Adaptability breeds success

One of the book’s strongest assets is the authors’ Adaptive Monitoring framework.   This framework starts with well-developed questions concerning what should be monitored and how it should be done.   It is furthered by experimental design, data collection, data analysis and ongoing   interpretation.   It is adapted to individual needs     And it views monitoring programs philosophically.   Overall, Adaptive Monitoring aims to guide programs away from common deficiencies   and toward success.    

The Challenge of Integration

The authors offer powerful insights into future challenges for ecological monitoring while identifying conditions necessary for significant improvements to occur.

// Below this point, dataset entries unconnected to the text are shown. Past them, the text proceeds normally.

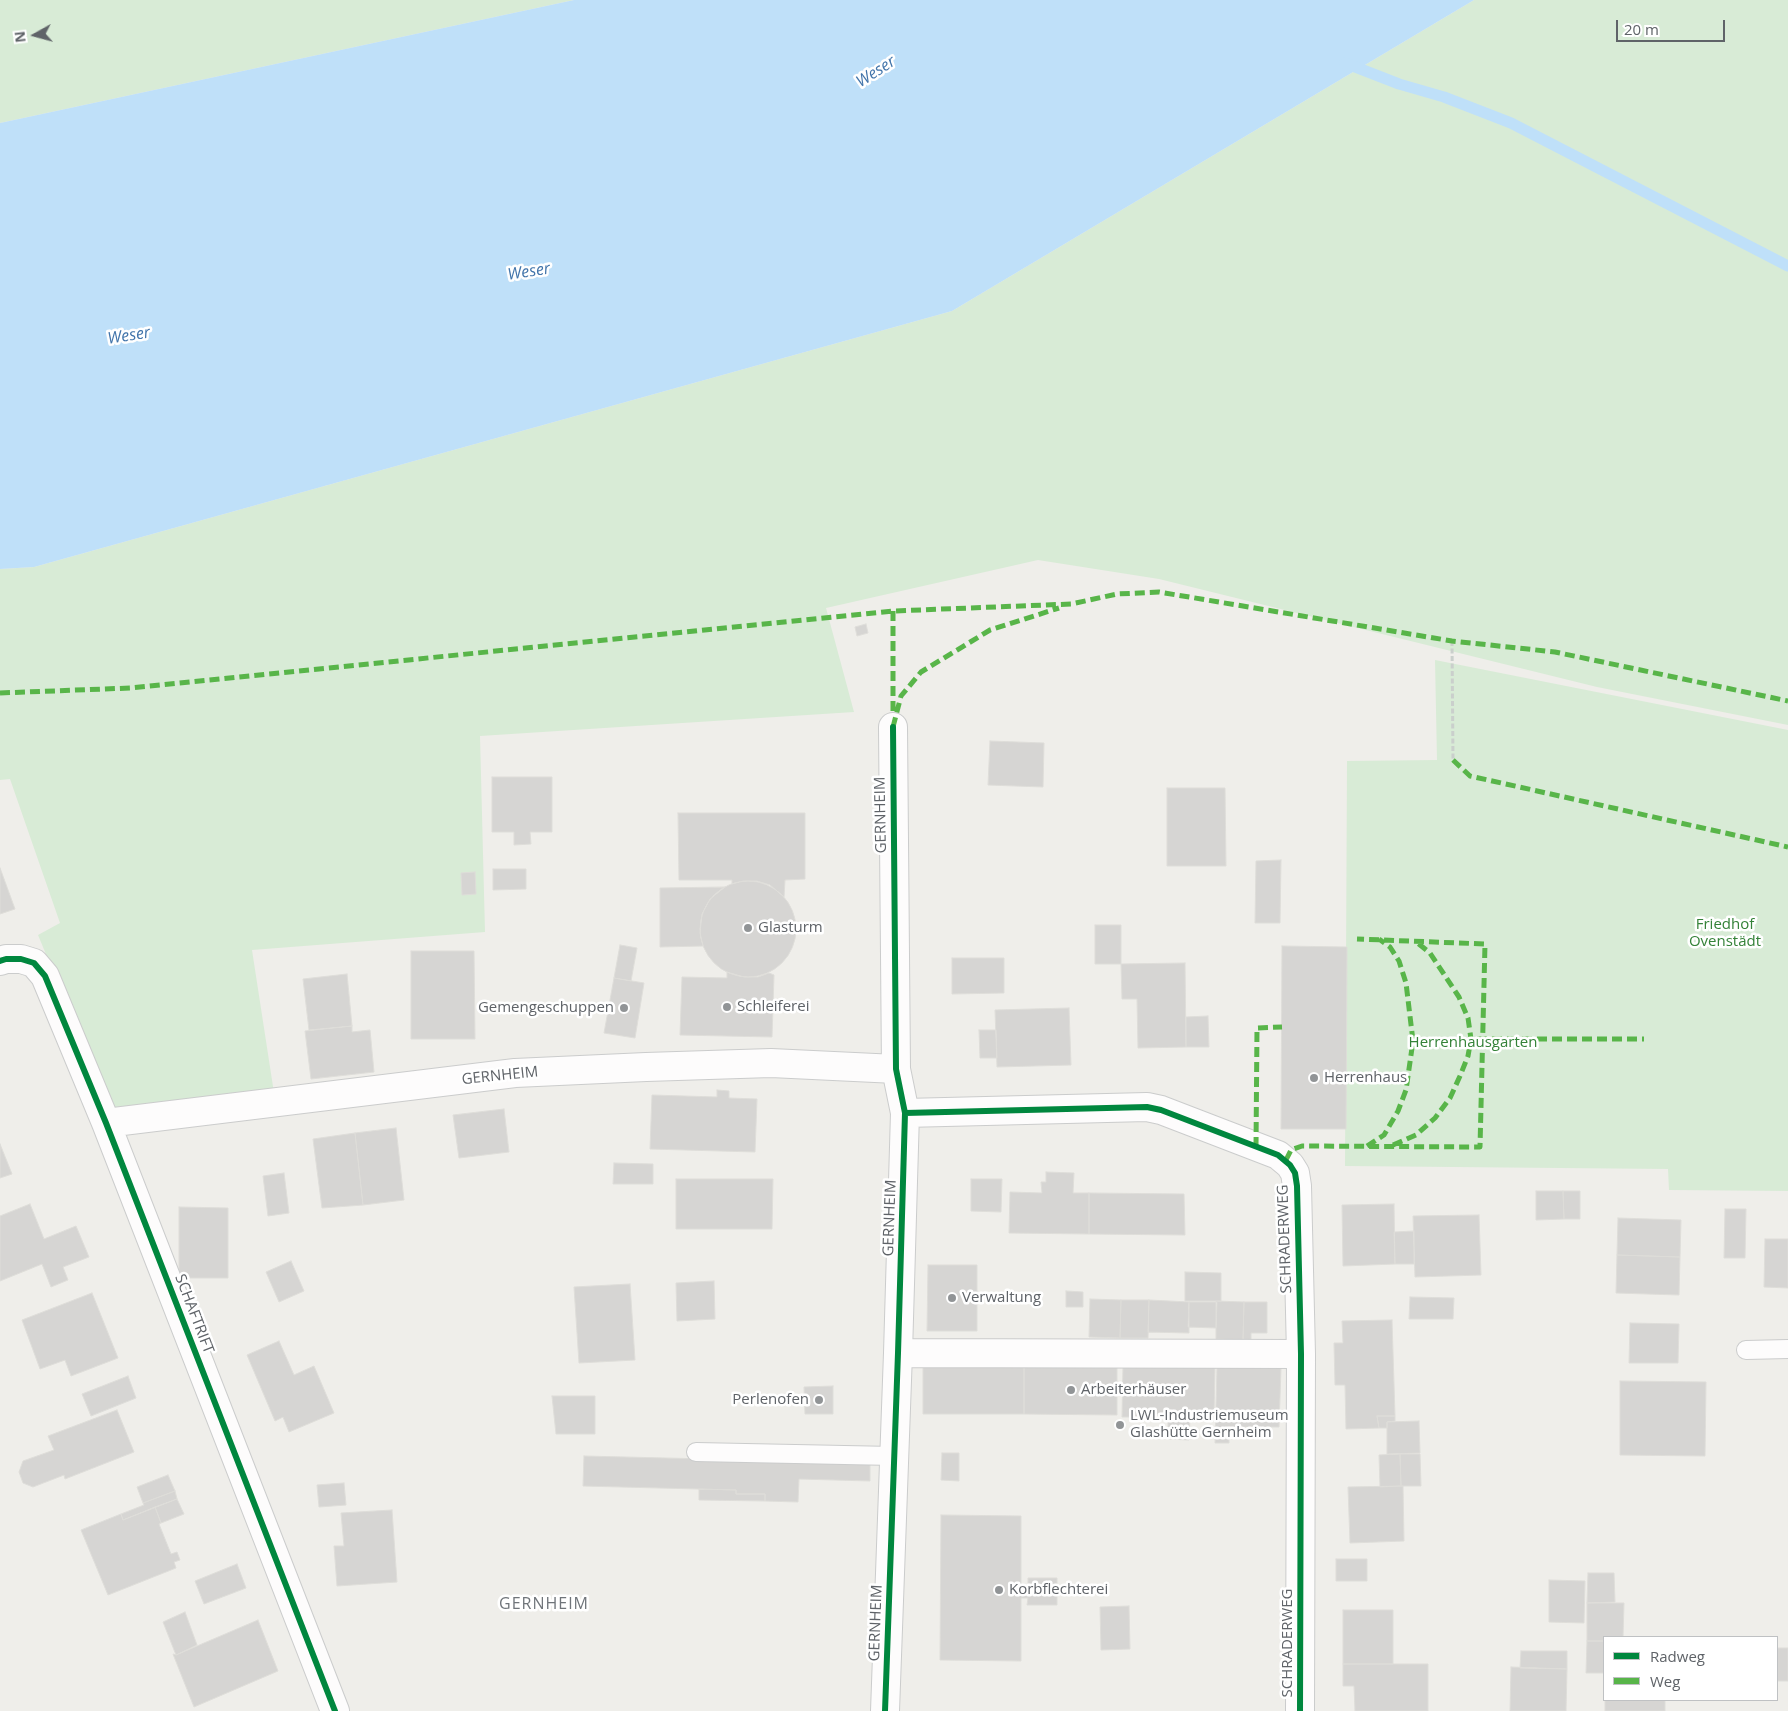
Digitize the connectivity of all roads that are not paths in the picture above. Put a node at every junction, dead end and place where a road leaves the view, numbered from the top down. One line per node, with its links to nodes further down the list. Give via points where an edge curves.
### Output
1 (893, 726): 3 (street, GERNHEIM)
2 (0, 961): 5 (street, SCHAFTRIFT, via 21,958 34,963 45,976)
3 (896, 1069): 4 (street, GERNHEIM); 5 (street, GERNHEIM, via 771,1063 515,1073)
4 (905, 1113): 8 (street, GERNHEIM); 9 (street, SCHRADERWEG, via 1147,1107 1278,1155 1295,1173 1297,1186)
5 (106, 1123): 12 (street, SCHAFTRIFT)
6 (1788, 1349): 7 (lane)
7 (1746, 1350)
8 (898, 1353): 9 (street); 11 (street, GERNHEIM)
9 (1301, 1354): 14 (street, SCHRADERWEG)
10 (696, 1452): 11 (lane)
11 (894, 1456): 13 (street, GERNHEIM)
12 (335, 1711)
13 (885, 1711)
14 (1300, 1711)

They claim, paradoxically, that the western cultures that often undertake long-term ecological monitoring efforts   often prove ill suited for carrying them out.   This, they say, is because of the cultures’ often short-term focus.   Another difficulty is the challenge of integrating different monitoring approaches across different levels of implementation, such as state and national governments, academic bodies and organizational flows. Lindenmayer and Likens admit they are unsure how to rectify such deep-rooted cultural and integrational issues.
 

Of Books and Bias

Effective Ecological Monitoring does not touch on the particular importance of or difficulty in carrying out monitoring programs in developing countries; it includes surprisingly few examples and case studies from outside the developed world. The authors admit their bias upfront in the book’s prelude.   Accordingly, the case studies focus solely on Australia, North America and the United Kingdom. The authors would have done well, however, to note their reasons for this omission.
 

A Call to Action

Lindenmayer and Likens’ adaptive monitoring tool will become increasingly important as we fully grasp the importance of ecological monitoring.   It provides essential analyses required to understand environmental changes caused by human interactions with nature.   And it provides the basis for determining how to mitigate these results. Adaptive monitoring becomes particularly relevant when assessing the long-term effects of climate change, acid rain, increased ozone levels and natural disasters. And the success, in turn, of schemes involving payments for ecosystem services including carbon sequestration and wetland preservation depend heavily on effective monitoring.   They could greatly benefit from such a framework.
 
Effective Ecological Monitoring offers a well-written analysis of issues facing ecological monitoring programs.   Its call to action for improving monitoring programs clearly outlines key issues yet to be resolved and can clearly serve as the foundation for future exploration.     It is sure to resonate not only with scientists but also with policymakers, academics and ecosystem service professionals who can use its suggestions to improve existing monitoring programs and implement new ones.